The historical vision of the EU goes back to the two world wars, or perhaps back to the Franco-Prussian War of 1870. The experience of two of the continent's leading powers, France and Germany, waging war on each other three times in seven decades led Europe's leaders to conclude that peace required a straitjacket that would bind the two so closely that war would no longer be possible. The result was the economic integration agreements which, in various forms, finally produced the EU trade and customs union.

As a peace and security strategy, it worked marvellously well. With the United States guaranteeing the security of Western Europe, it made large military forces unnecessary. And with the added economic benefits of free trade and free-flowing capital and labour, Europe got an economic bonus from its shackling of French and German militarism.

That was more than enough for the initial modest goals of the EU — a zone of peace and prosperity in a part of the world too often given to war.
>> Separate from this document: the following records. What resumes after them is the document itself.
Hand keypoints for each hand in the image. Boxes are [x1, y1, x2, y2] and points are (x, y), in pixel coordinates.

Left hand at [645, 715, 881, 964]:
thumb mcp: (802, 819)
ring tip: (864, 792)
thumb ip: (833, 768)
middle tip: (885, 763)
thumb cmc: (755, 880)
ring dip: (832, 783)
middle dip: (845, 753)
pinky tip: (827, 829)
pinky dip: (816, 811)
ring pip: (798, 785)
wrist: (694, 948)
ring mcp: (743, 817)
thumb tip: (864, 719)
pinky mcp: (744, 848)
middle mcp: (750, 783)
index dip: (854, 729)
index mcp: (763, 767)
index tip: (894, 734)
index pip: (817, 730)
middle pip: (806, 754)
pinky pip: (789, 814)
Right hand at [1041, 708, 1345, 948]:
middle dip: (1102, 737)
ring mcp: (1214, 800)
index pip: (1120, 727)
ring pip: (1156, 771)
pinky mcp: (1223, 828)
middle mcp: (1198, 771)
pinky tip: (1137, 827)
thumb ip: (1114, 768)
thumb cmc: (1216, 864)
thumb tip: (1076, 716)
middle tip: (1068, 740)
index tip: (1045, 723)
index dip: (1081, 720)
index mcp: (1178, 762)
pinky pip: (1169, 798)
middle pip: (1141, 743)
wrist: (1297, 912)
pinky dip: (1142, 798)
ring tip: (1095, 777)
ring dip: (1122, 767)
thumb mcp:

But as the EU project shifted to something much grander, the mere absence of war-making was too weak a foundation upon which to build it. If Europe is to fashion a single political unit — complete with common currency, fiscal policy, defence, foreign minister, chief executive — then something much greater is needed.

To ask what that might be is to ask what constitutes the foundations of Europe in the first place. Europe is not unified by language or ethnicity, as is, say, the Arab world. Pan-Arabism is an ethnic project in a way that pan-Europeanism could never be. Neither is Europe the product of a shared colonial history in the way that parts of Africa and Latin America are. Indeed, Europe is only a very elastic geographic unit, as the peoples and cultures (and food!) that have grown up around the Mediterranean and Baltic Seas testify in their diversity.

Europe above all is a cultural idea. When the Roman Empire disintegrated it was not clear what, if anything, would replace it. Would there be a centre that could unite Sicilians with Hibernians? Indeed, as various kingdoms and principalities and duchies spun out of the empire, it was evident that neither economics nor politics could provide the centre of unity.

It was instead a common faith that created Europe. Christianity united the diverse European nations, so much so that the divisions in Christianity produced political divisions, even wars, and vice versa. The old joke was that the Holy Roman Empire was not holy, not Roman and not an empire, but it was the product of the Christian ties that defined Europe.

That Europe is long gone, as Europeans are no longer a generally religious people, and their elites are militantly secularist. The achievements of the Enlightenment, considerable as they were, also produced a this-worldly politics that gave rise to more than two centuries of wars and totalitarianisms from the French Revolution on. How then to build the new Europe?

Europe may aspire to a political unity approximating that of the United States, but the U.S. has a creed which unites it. No such creed exists in Europe. The new constitution attempted to provide such a thing, but it's hard to pledge one's allegiance to a series of voting mechanisms or a social welfare policy. It was rejected in France and the Netherlands for many (conflicting) reasons, but not least because the new constitution had no heart. The old European heart was Christian — confusedly so, and subject to many corruptions to be sure, but Christian nevertheless.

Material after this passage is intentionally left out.